▸ What you should do
I'd like the data below restated word for word, with the pictures left out.

▸ Material for this exercise
=== Section Start ===

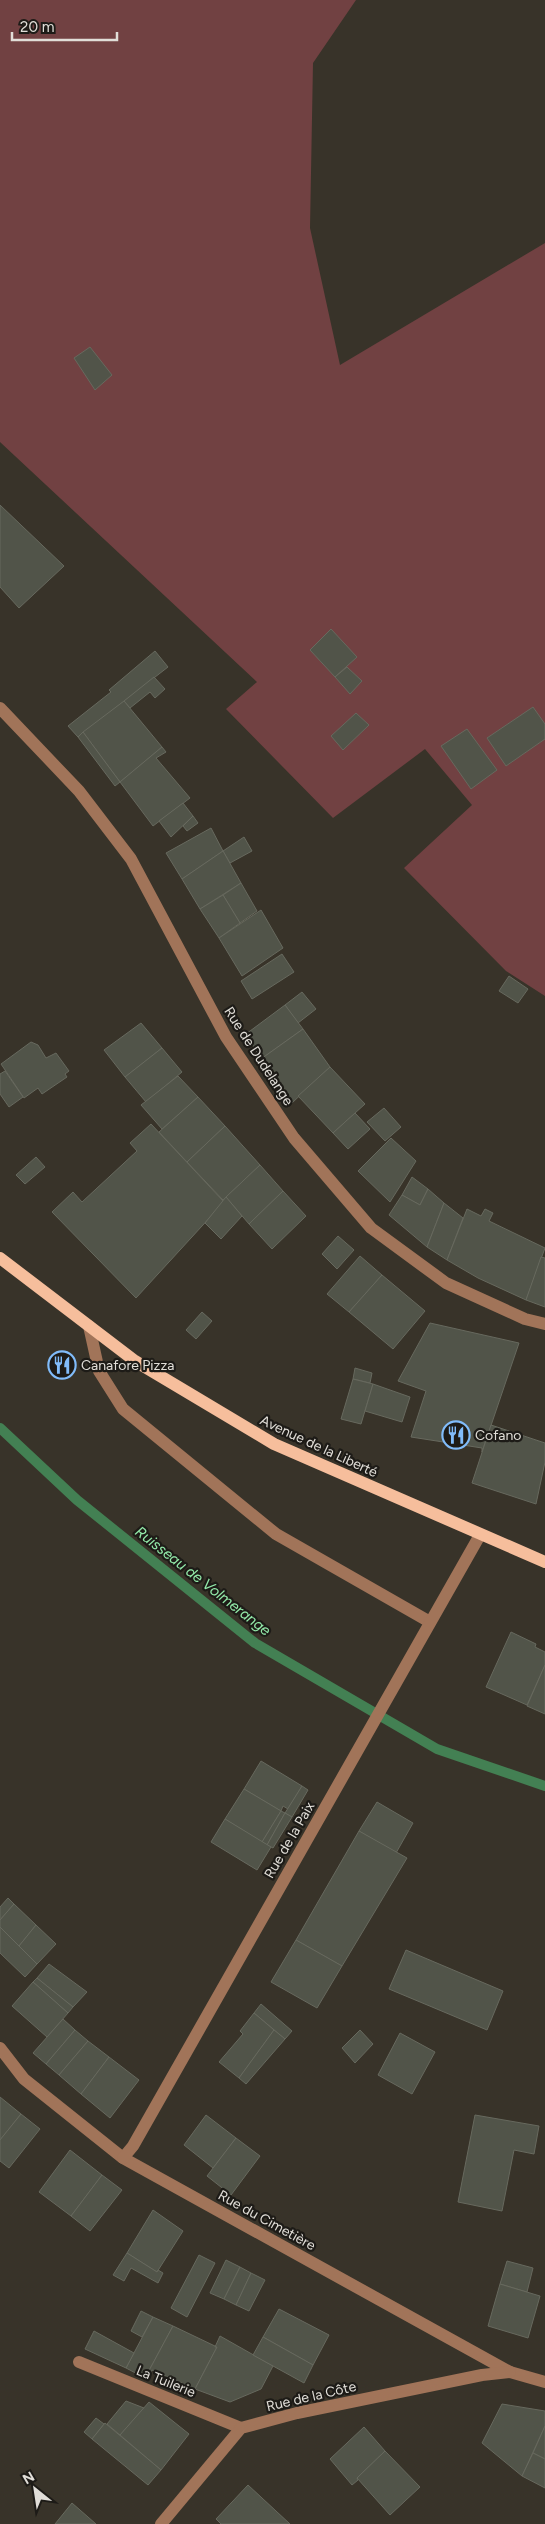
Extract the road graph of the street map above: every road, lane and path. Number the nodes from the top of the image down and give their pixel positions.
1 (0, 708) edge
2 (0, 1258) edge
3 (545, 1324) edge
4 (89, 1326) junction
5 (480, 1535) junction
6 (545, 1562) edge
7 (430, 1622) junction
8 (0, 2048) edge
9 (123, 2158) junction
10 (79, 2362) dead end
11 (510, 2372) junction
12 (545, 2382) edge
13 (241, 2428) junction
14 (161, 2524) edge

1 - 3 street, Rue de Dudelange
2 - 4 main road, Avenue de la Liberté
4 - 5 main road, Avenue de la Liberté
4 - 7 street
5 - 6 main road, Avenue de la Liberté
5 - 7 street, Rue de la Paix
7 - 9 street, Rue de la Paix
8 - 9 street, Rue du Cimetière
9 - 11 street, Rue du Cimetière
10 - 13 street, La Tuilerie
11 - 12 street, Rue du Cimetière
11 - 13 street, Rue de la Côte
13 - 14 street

=== Section End ===

▸ Exercise solution
Extract the road graph of the street map above: every road, lane and path. Number the nodes from the top of the image down and give their pixel positions.
1 (0, 708) edge
2 (0, 1258) edge
3 (545, 1324) edge
4 (89, 1326) junction
5 (480, 1535) junction
6 (545, 1562) edge
7 (430, 1622) junction
8 (0, 2048) edge
9 (123, 2158) junction
10 (79, 2362) dead end
11 (510, 2372) junction
12 (545, 2382) edge
13 (241, 2428) junction
14 (161, 2524) edge

1 - 3 street, Rue de Dudelange
2 - 4 main road, Avenue de la Liberté
4 - 5 main road, Avenue de la Liberté
4 - 7 street
5 - 6 main road, Avenue de la Liberté
5 - 7 street, Rue de la Paix
7 - 9 street, Rue de la Paix
8 - 9 street, Rue du Cimetière
9 - 11 street, Rue du Cimetière
10 - 13 street, La Tuilerie
11 - 12 street, Rue du Cimetière
11 - 13 street, Rue de la Côte
13 - 14 street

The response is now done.